**Data supplied:**
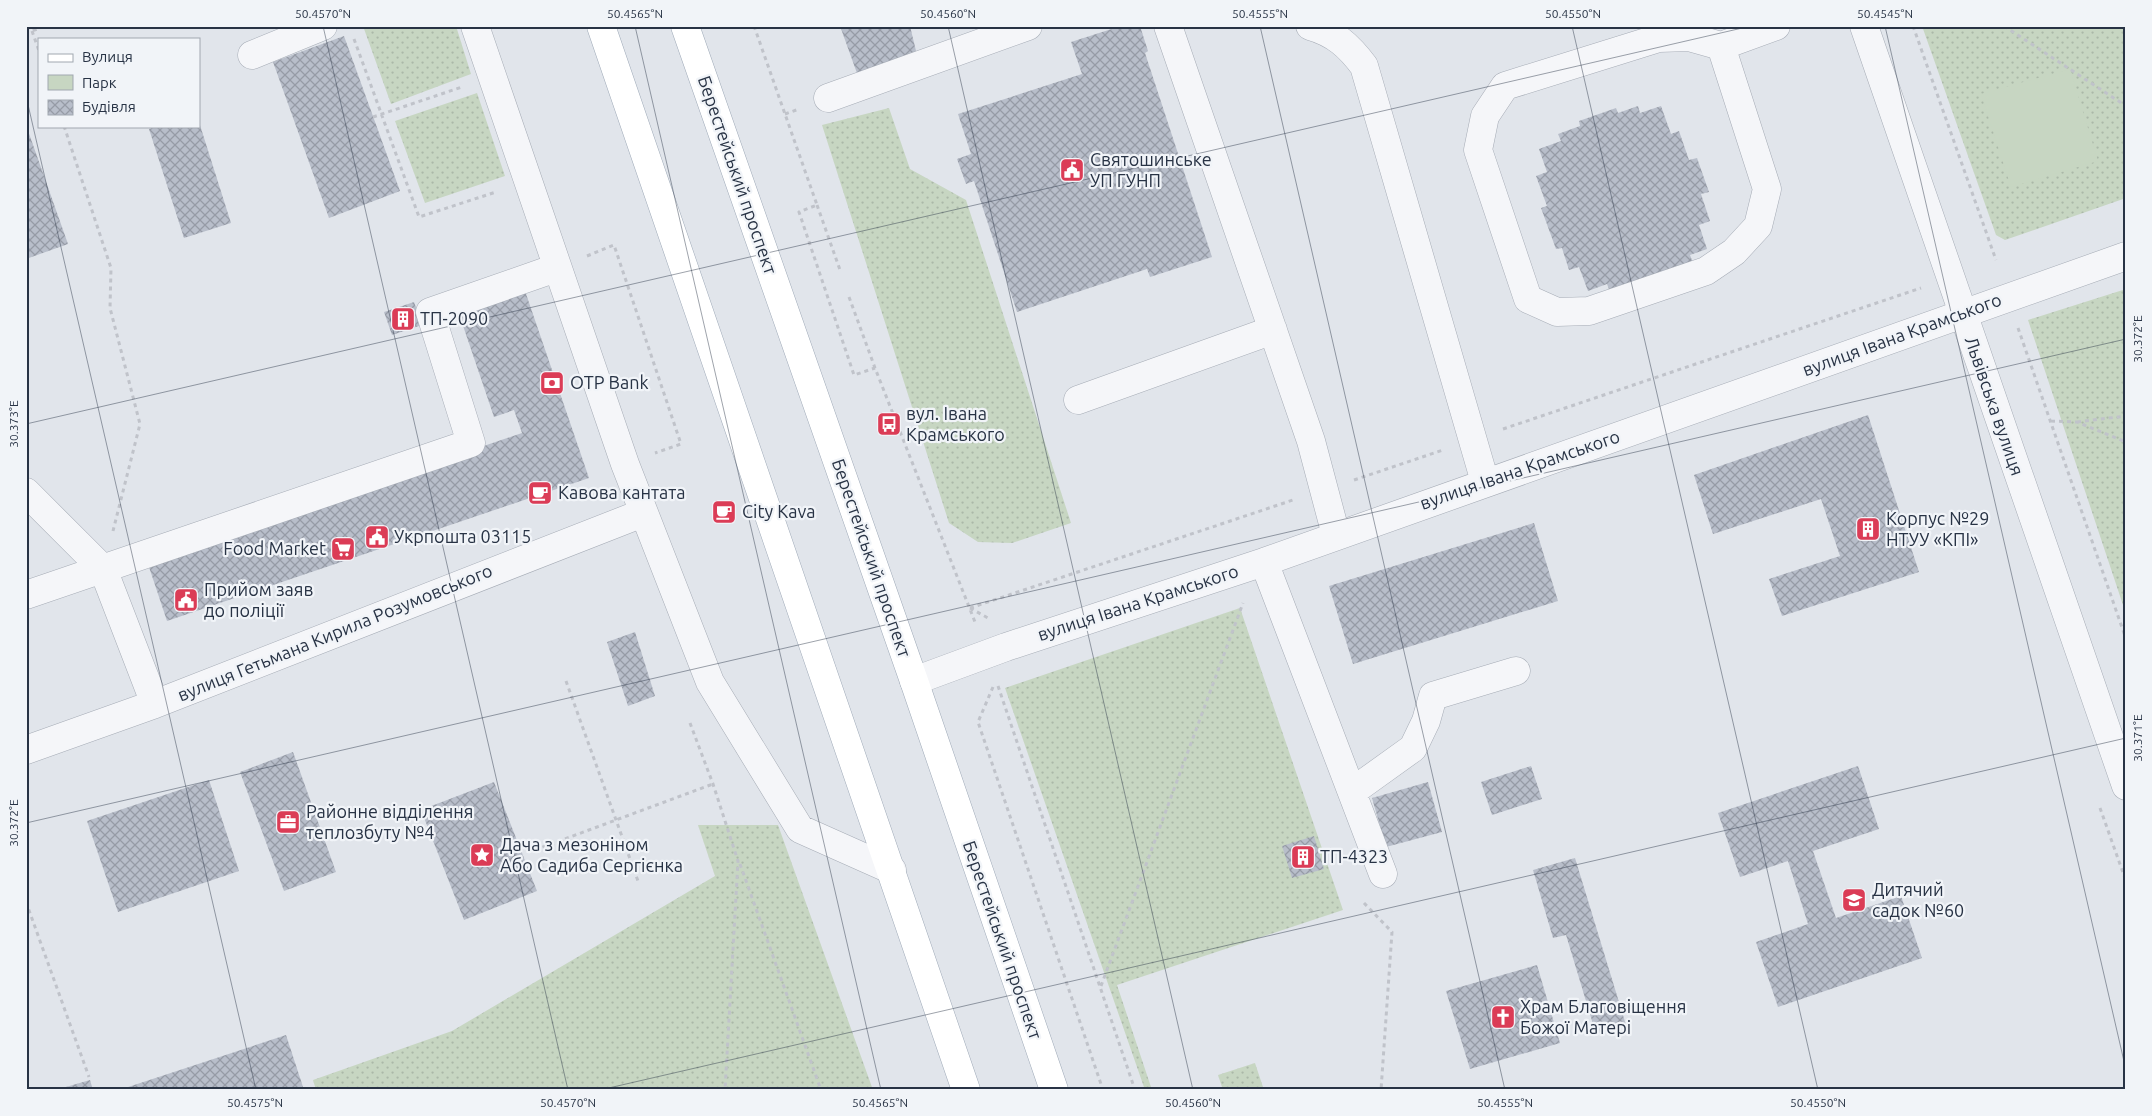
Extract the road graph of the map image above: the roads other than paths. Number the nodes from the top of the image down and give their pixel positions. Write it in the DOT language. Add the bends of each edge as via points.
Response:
graph roads {
  1 [pos="323,26"];
  2 [pos="476,26"];
  3 [pos="601,26"];
  4 [pos="685,26"];
  5 [pos="1028,26"];
  6 [pos="1168,26"];
  7 [pos="1310,26"];
  8 [pos="1776,26"];
  9 [pos="1864,26"];
  10 [pos="1721,46"];
  11 [pos="252,55"];
  12 [pos="828,98"];
  13 [pos="2126,256"];
  14 [pos="556,268"];
  15 [pos="1962,314"];
  16 [pos="1273,330"];
  17 [pos="1078,400"];
  18 [pos="1485,482"];
  19 [pos="26,492"];
  20 [pos="643,513"];
  21 [pos="1336,534"];
  22 [pos="1264,562"];
  23 [pos="103,569"];
  24 [pos="26,595"];
  25 [pos="1516,671"];
  26 [pos="914,681"];
  27 [pos="156,704"];
  28 [pos="26,750"];
  29 [pos="2126,786"];
  30 [pos="1353,791"];
  31 [pos="892,870"];
  32 [pos="1383,874"];
  33 [pos="966,1090"];
  34 [pos="1054,1090"];
  1 -- 11 [label="street"];
  2 -- 14 [label="street"];
  3 -- 31 [label="main road"];
  4 -- 26 [label="main road, Берестейський проспект"];
  5 -- 12 [label="street"];
  6 -- 16 [label="street"];
  7 -- 18 [label="street" via="1325,30 1350,47 1364,66"];
  8 -- 10 [label="street"];
  9 -- 15 [label="street, Львівська вулиця"];
  10 -- 10 [label="street" via="1689,37 1659,38 1505,86 1485,116 1478,150 1528,299 1557,312 1589,311 1706,271 1734,252 1758,226 1767,189"];
  13 -- 15 [label="street, вулиця Івана Крамського"];
  14 -- 20 [label="street"];
  14 -- 23 [label="street" via="430,312 471,443"];
  15 -- 18 [label="street, вулиця Івана Крамського"];
  15 -- 29 [label="street, Львівська вулиця"];
  16 -- 17 [label="street"];
  16 -- 21 [label="street" via="1311,441"];
  18 -- 21 [label="street, вулиця Івана Крамського"];
  19 -- 23 [label="street"];
  20 -- 27 [label="street, вулиця Гетьмана Кирила Розумовського"];
  20 -- 31 [label="street" via="710,682 800,828"];
  21 -- 22 [label="street, вулиця Івана Крамського"];
  22 -- 26 [label="street, вулиця Івана Крамського" via="1006,647"];
  22 -- 30 [label="street"];
  23 -- 24 [label="street"];
  23 -- 27 [label="street"];
  25 -- 30 [label="street" via="1433,696 1413,748"];
  26 -- 34 [label="main road, Берестейський проспект"];
  27 -- 28 [label="street, вулиця Гетьмана Кирила Розумовського"];
  30 -- 32 [label="street"];
  31 -- 33 [label="main road"];
}
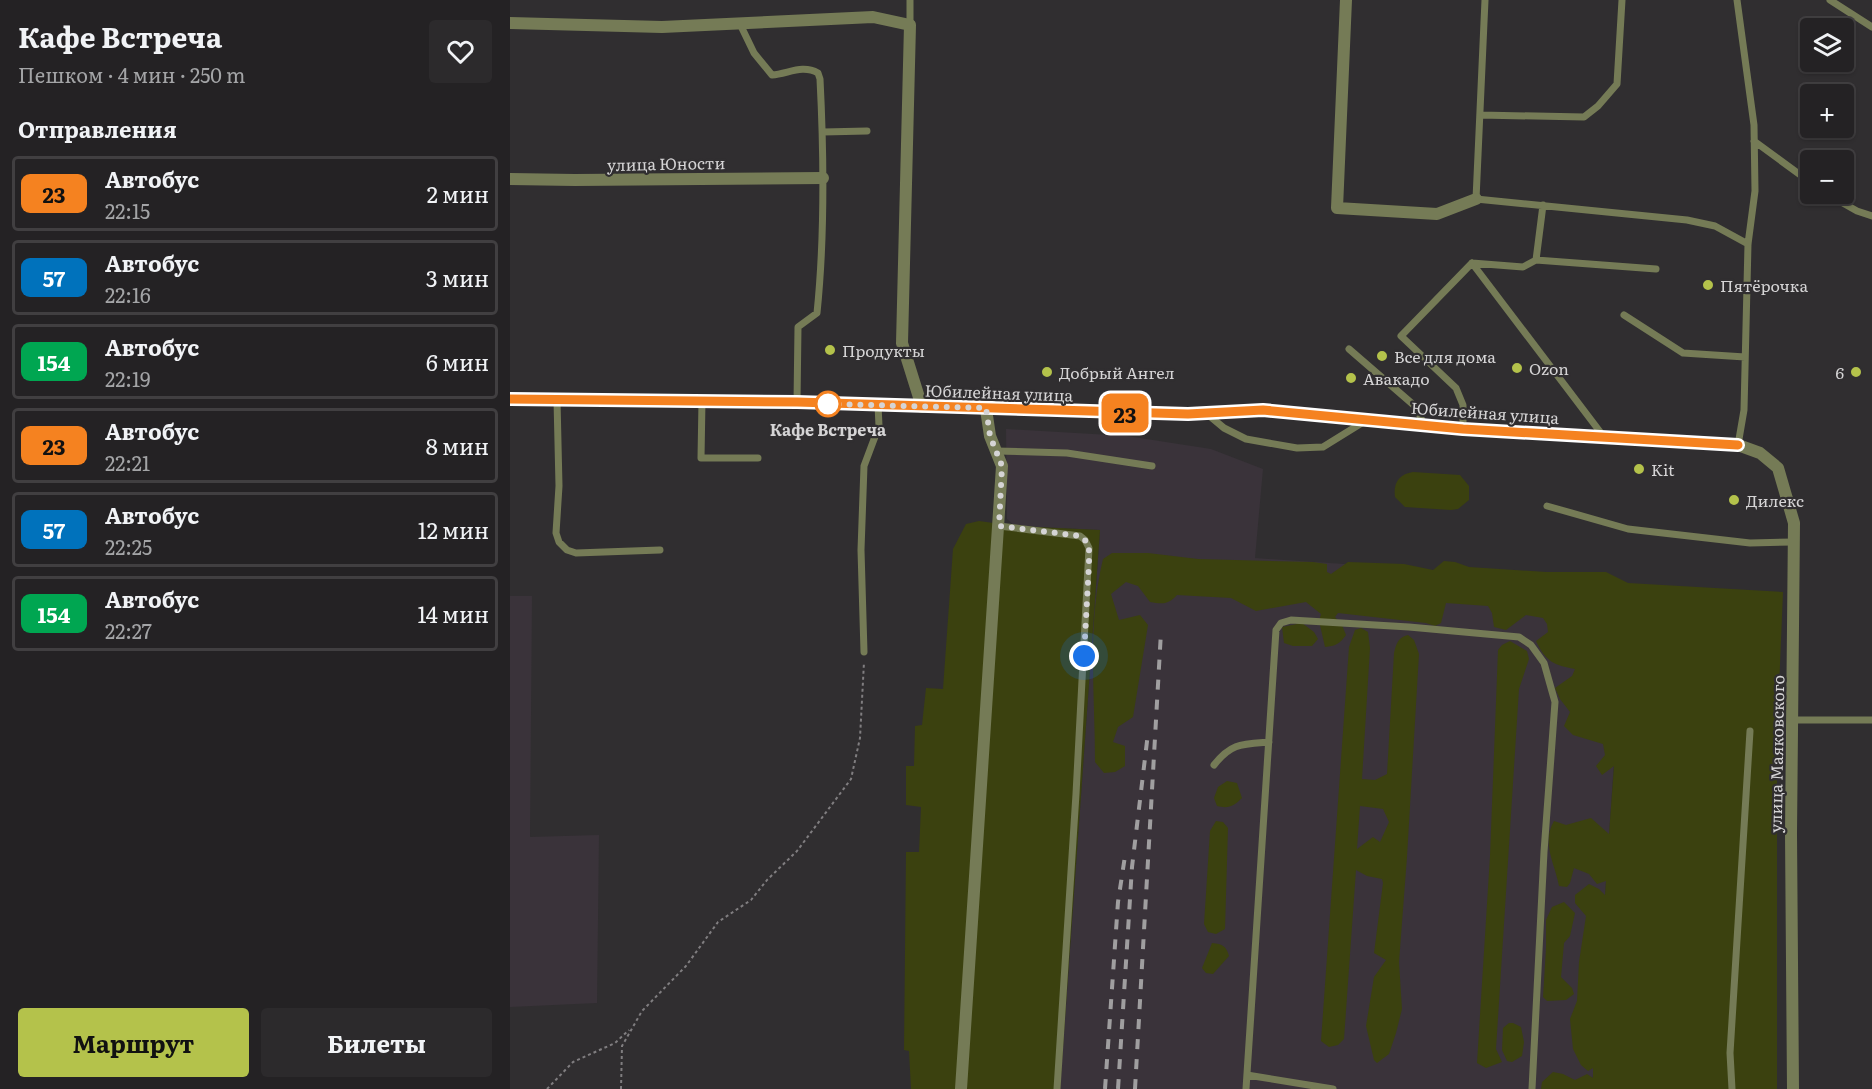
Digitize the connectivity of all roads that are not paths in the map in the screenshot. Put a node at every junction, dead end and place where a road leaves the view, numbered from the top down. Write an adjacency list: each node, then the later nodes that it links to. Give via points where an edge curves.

**Work to be completed:** Copy out all the data without changing anything, and drop the pictures.

**Written response:**
Extract the road graph of the map image above: the roads other than paths. Number the nodes from the top of the image down and give their pixel positions. Write it in the DOT language. Add the bends of each edge as via points.
Response:
graph roads {
  1 [pos="323,26"];
  2 [pos="476,26"];
  3 [pos="601,26"];
  4 [pos="685,26"];
  5 [pos="1028,26"];
  6 [pos="1168,26"];
  7 [pos="1310,26"];
  8 [pos="1776,26"];
  9 [pos="1864,26"];
  10 [pos="1721,46"];
  11 [pos="252,55"];
  12 [pos="828,98"];
  13 [pos="2126,256"];
  14 [pos="556,268"];
  15 [pos="1962,314"];
  16 [pos="1273,330"];
  17 [pos="1078,400"];
  18 [pos="1485,482"];
  19 [pos="26,492"];
  20 [pos="643,513"];
  21 [pos="1336,534"];
  22 [pos="1264,562"];
  23 [pos="103,569"];
  24 [pos="26,595"];
  25 [pos="1516,671"];
  26 [pos="914,681"];
  27 [pos="156,704"];
  28 [pos="26,750"];
  29 [pos="2126,786"];
  30 [pos="1353,791"];
  31 [pos="892,870"];
  32 [pos="1383,874"];
  33 [pos="966,1090"];
  34 [pos="1054,1090"];
  1 -- 11 [label="street"];
  2 -- 14 [label="street"];
  3 -- 31 [label="main road"];
  4 -- 26 [label="main road, Берестейський проспект"];
  5 -- 12 [label="street"];
  6 -- 16 [label="street"];
  7 -- 18 [label="street" via="1325,30 1350,47 1364,66"];
  8 -- 10 [label="street"];
  9 -- 15 [label="street, Львівська вулиця"];
  10 -- 10 [label="street" via="1689,37 1659,38 1505,86 1485,116 1478,150 1528,299 1557,312 1589,311 1706,271 1734,252 1758,226 1767,189"];
  13 -- 15 [label="street, вулиця Івана Крамського"];
  14 -- 20 [label="street"];
  14 -- 23 [label="street" via="430,312 471,443"];
  15 -- 18 [label="street, вулиця Івана Крамського"];
  15 -- 29 [label="street, Львівська вулиця"];
  16 -- 17 [label="street"];
  16 -- 21 [label="street" via="1311,441"];
  18 -- 21 [label="street, вулиця Івана Крамського"];
  19 -- 23 [label="street"];
  20 -- 27 [label="street, вулиця Гетьмана Кирила Розумовського"];
  20 -- 31 [label="street" via="710,682 800,828"];
  21 -- 22 [label="street, вулиця Івана Крамського"];
  22 -- 26 [label="street, вулиця Івана Крамського" via="1006,647"];
  22 -- 30 [label="street"];
  23 -- 24 [label="street"];
  23 -- 27 [label="street"];
  25 -- 30 [label="street" via="1433,696 1413,748"];
  26 -- 34 [label="main road, Берестейський проспект"];
  27 -- 28 [label="street, вулиця Гетьмана Кирила Розумовського"];
  30 -- 32 [label="street"];
  31 -- 33 [label="main road"];
}
Digitize the connectivity of all roads that are not paths in the map in the screenshot. Put a node at every junction, dead end and place where a road leaves the view, numbered from the top down. Write an adjacency list: each node, then the later nodes that it links to. Give via points where an edge curves.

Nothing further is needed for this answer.